No, you really can’t have a ‘demi-god’ who behaves like a dummy God, cracking awful jokes, talking to his multi-tattoos (yes, Maui has an ongoing conversation with his body imprints — try that for self-obsession) getting into unheroic situations with enemies in the water who surge forth with the fury of high-powered animation effects, and banters with Moana.
The quip-controlled conversations between the two unlikely co-voyagers as they sail to Tahiti brims with dime-store wisdom and a designer gusto that would impress those who believe Disney is the domain of fortune-cookie wisdom and electioneering humour.
Some sections of the global viewership would probably love Moana’s domineering attitude towards the godly hulk as they sail together. She treats the bulky Maui with a mixture of childlike infection and a collateral contempt. This barrage of at-sea banter is engaging for starters. But soon gets tiresome as you realise that the co-directors are merely holding back the inevitable finale where family values and ecological equilibrium are magically restored.

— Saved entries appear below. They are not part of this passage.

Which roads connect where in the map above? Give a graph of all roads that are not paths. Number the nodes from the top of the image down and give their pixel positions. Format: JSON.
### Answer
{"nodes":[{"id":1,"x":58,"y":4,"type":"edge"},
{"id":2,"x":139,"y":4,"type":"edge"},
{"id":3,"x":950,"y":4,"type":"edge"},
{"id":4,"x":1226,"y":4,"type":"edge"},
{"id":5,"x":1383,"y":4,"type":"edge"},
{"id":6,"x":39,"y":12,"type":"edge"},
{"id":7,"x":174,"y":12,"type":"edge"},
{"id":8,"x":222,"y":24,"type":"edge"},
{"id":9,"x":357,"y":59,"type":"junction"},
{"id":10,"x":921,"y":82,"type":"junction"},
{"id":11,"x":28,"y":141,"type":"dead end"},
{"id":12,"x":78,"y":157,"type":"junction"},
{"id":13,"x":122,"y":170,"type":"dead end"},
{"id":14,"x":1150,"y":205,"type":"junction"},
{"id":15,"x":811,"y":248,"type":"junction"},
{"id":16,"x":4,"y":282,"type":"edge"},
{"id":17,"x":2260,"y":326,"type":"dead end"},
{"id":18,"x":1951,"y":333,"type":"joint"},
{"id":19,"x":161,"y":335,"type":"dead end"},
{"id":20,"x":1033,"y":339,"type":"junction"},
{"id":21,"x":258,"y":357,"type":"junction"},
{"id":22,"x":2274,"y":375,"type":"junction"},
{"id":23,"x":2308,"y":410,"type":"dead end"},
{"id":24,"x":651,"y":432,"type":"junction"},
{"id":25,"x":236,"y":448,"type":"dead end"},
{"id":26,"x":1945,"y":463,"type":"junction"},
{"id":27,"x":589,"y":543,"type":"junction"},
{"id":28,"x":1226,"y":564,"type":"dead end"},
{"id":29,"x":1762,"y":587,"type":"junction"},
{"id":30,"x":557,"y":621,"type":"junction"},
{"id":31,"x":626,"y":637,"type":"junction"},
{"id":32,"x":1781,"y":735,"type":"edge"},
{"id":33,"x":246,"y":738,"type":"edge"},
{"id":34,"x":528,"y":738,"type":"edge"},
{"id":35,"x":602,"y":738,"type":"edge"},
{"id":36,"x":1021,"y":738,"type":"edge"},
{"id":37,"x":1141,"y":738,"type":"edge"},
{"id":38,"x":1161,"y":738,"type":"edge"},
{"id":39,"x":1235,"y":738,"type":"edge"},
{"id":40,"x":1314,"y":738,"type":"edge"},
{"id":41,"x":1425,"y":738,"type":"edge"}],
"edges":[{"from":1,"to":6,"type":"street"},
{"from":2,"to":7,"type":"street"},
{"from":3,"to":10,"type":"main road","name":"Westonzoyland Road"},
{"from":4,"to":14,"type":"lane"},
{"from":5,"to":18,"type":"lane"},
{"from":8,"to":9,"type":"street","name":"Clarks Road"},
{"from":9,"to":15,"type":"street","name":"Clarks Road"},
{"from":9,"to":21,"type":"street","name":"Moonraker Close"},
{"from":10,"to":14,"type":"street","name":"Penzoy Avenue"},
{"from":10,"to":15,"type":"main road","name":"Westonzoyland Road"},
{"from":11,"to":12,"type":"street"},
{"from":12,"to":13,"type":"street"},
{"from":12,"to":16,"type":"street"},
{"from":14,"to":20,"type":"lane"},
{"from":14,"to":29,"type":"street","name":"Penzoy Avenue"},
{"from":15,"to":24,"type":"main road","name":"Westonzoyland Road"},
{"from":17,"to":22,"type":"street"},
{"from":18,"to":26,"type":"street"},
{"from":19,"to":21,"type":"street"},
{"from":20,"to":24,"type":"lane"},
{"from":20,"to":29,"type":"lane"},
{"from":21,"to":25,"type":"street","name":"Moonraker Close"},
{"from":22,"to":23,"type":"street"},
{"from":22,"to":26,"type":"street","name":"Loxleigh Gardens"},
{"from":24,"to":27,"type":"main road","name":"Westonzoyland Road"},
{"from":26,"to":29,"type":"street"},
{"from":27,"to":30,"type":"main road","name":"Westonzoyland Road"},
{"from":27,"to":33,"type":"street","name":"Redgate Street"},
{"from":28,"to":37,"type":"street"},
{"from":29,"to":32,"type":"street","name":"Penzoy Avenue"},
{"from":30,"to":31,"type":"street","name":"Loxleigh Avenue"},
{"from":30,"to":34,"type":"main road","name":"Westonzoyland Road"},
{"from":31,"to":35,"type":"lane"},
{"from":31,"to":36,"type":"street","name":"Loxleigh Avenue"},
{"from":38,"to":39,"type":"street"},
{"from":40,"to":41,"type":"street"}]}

This is a film that is constantly looking for approval.
We can all applaud the film’s dazzling display of oceanic spectacle, and the voiced lucidity of Dwayne Johnson and Auli’i Cravalho (who speaks for Moana). But we have seen it all too many times in Hindi films — the singing, dancing, family partings and reunions, even the bonding with the grandmother — to be impressed beyond a point.
Yes, the one thing that I was truly impressed by was the frequent bursts into lip-sync songs. There is some spirited singing by Louise Bush. It’s a Bollywood tradition tragically on the wane in Hindi cinema. Funny, how we love bouts of Bollywood in American cinema even as our own cinema rejects all Bollywood tradition for a more European and American approach to singing and other dramatic devices.
“Moana” is a well-intended captivatingly crafted animation film with impeccable spatial harmony. What it lacks is a darker edge to underpin the eye-blazing sunshine that sweeps across the film.